**Data records**.
··········
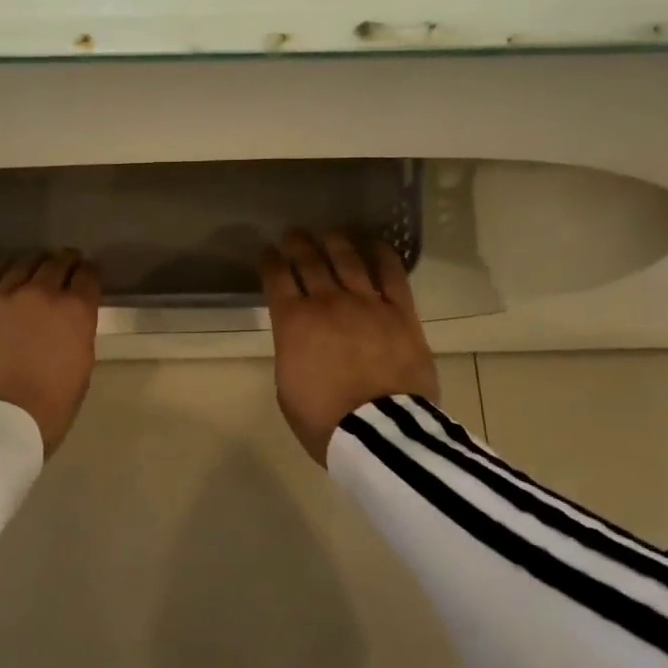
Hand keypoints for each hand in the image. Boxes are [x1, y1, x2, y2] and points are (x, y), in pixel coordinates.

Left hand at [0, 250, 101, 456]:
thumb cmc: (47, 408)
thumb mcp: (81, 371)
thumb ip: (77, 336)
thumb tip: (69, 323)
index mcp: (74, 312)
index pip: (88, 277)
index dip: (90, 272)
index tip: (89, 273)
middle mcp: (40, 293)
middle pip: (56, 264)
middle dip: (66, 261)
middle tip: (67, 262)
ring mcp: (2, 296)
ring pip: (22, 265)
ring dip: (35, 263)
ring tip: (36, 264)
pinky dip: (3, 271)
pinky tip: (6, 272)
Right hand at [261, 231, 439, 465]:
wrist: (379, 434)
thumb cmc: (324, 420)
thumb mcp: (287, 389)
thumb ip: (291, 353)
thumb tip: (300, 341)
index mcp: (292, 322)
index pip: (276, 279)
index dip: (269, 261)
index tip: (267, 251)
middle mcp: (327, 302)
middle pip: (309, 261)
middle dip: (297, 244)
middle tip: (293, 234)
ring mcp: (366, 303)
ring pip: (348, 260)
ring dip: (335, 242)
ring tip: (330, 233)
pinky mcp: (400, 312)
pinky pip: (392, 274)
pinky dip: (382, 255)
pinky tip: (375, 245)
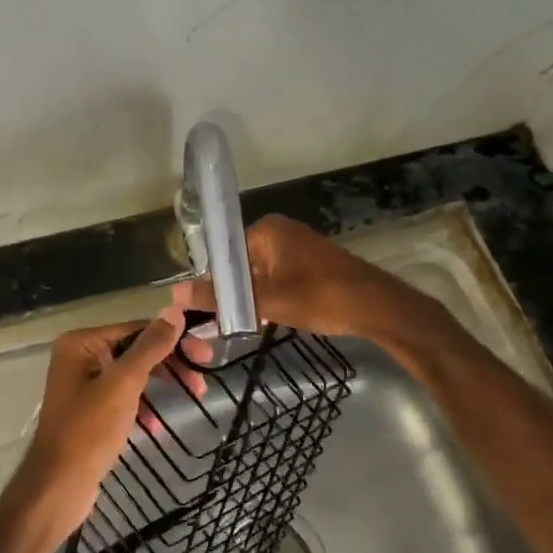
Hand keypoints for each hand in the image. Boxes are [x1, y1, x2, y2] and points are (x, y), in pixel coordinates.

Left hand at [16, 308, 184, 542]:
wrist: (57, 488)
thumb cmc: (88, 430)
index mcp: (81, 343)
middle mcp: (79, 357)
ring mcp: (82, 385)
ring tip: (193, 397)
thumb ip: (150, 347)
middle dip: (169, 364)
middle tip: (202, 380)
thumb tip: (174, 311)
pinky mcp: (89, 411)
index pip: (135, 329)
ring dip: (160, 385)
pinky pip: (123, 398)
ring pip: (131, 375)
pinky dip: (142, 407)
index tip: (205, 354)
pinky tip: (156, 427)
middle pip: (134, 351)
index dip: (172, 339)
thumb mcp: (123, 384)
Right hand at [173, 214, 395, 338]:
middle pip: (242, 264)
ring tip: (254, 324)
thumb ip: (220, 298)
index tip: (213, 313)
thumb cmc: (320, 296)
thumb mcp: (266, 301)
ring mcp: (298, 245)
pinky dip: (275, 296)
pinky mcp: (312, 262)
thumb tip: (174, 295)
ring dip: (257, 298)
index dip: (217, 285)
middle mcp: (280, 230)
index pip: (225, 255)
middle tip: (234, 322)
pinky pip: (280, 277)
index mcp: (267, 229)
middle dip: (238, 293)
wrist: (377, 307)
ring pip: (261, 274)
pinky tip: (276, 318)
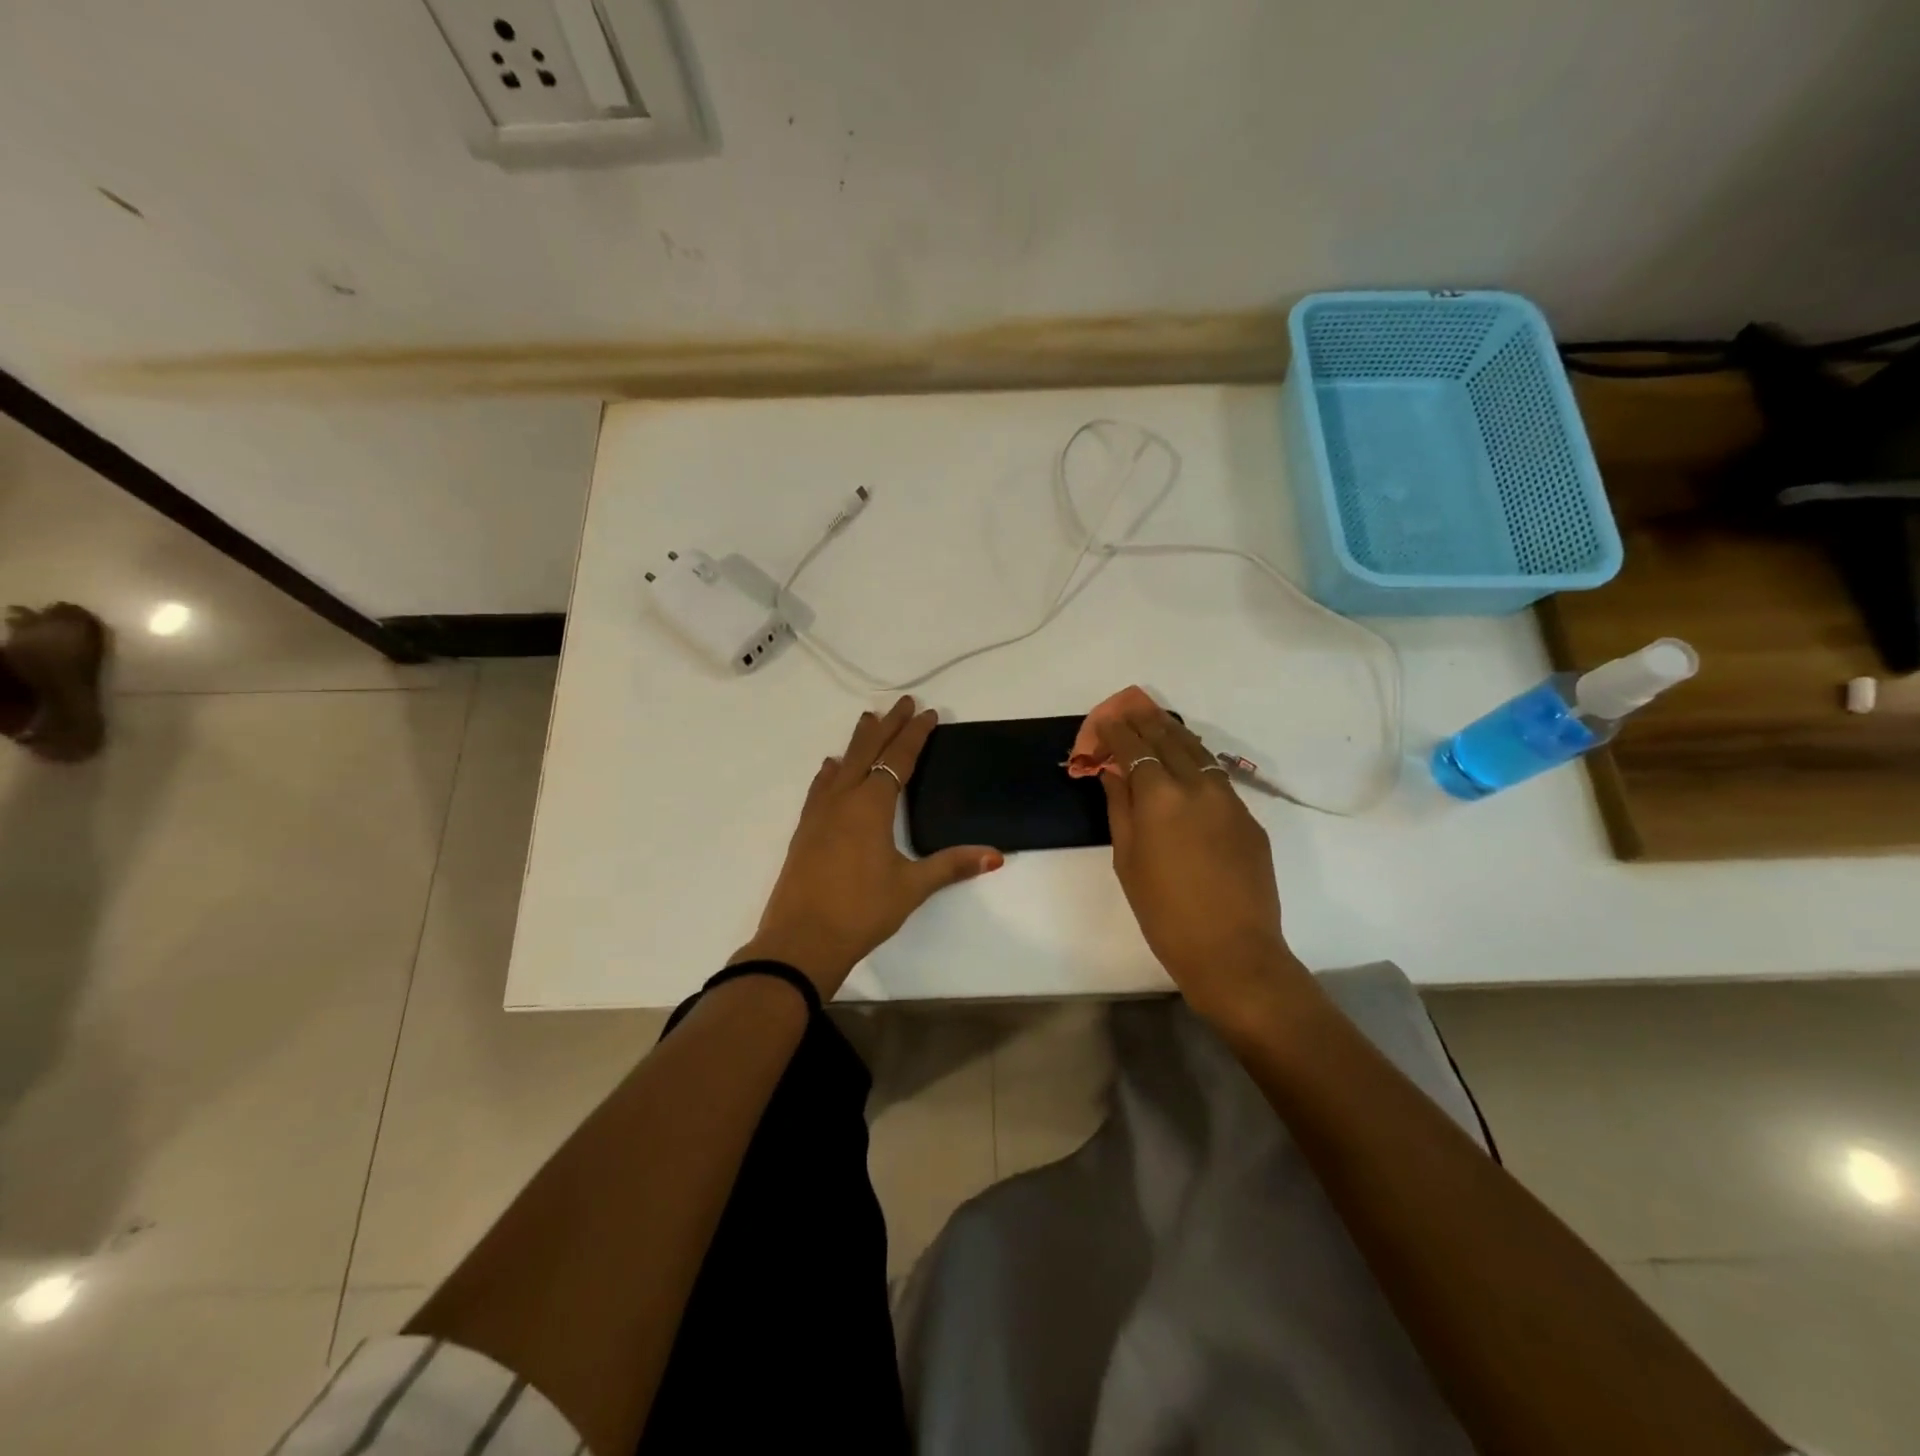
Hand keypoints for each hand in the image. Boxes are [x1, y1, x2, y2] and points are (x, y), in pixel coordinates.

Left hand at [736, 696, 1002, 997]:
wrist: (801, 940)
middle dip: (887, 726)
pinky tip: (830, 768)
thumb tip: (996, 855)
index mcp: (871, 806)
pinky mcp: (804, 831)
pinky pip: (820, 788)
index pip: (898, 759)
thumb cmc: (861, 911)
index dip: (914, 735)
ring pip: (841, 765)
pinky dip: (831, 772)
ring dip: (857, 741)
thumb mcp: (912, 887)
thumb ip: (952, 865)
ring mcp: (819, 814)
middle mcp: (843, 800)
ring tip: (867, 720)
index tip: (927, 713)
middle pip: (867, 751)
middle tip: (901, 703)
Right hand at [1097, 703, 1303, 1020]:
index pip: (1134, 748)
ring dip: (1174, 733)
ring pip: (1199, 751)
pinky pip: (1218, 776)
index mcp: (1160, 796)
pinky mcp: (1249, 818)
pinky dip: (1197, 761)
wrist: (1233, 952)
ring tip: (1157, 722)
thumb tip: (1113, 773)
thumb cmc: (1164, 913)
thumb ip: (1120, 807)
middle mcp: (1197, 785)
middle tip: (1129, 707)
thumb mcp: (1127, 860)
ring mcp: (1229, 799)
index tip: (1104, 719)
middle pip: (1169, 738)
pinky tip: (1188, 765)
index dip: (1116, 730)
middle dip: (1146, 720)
··········
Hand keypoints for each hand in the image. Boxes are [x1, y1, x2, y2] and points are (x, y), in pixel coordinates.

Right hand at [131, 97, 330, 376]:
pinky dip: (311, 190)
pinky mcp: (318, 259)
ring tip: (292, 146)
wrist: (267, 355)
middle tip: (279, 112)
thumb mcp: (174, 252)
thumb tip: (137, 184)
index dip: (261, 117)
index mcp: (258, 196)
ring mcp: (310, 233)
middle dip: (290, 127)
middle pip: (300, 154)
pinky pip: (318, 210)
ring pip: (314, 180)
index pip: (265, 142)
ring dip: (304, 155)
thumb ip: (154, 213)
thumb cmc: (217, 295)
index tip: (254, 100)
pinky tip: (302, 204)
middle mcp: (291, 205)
··········
**Work item**.
From the data above, reproduce word for word the lines running from the line with "pinky dip: (1197, 761)" to the line with "middle dip: (1146, 720)", ends included.

**Written reply**.
pinky dip: (1197, 761)
wrist: (1233, 952)
ring tip: (1157, 722)
thumb tip: (1113, 773)
thumb cmc: (1164, 913)
thumb ip: (1120, 807)
middle mcp: (1197, 785)
middle tip: (1129, 707)
thumb mcp: (1127, 860)
ring mcp: (1229, 799)
index tip: (1104, 719)
middle pip: (1169, 738)
pinky tip: (1188, 765)
index dip: (1116, 730)
middle dip: (1146, 720)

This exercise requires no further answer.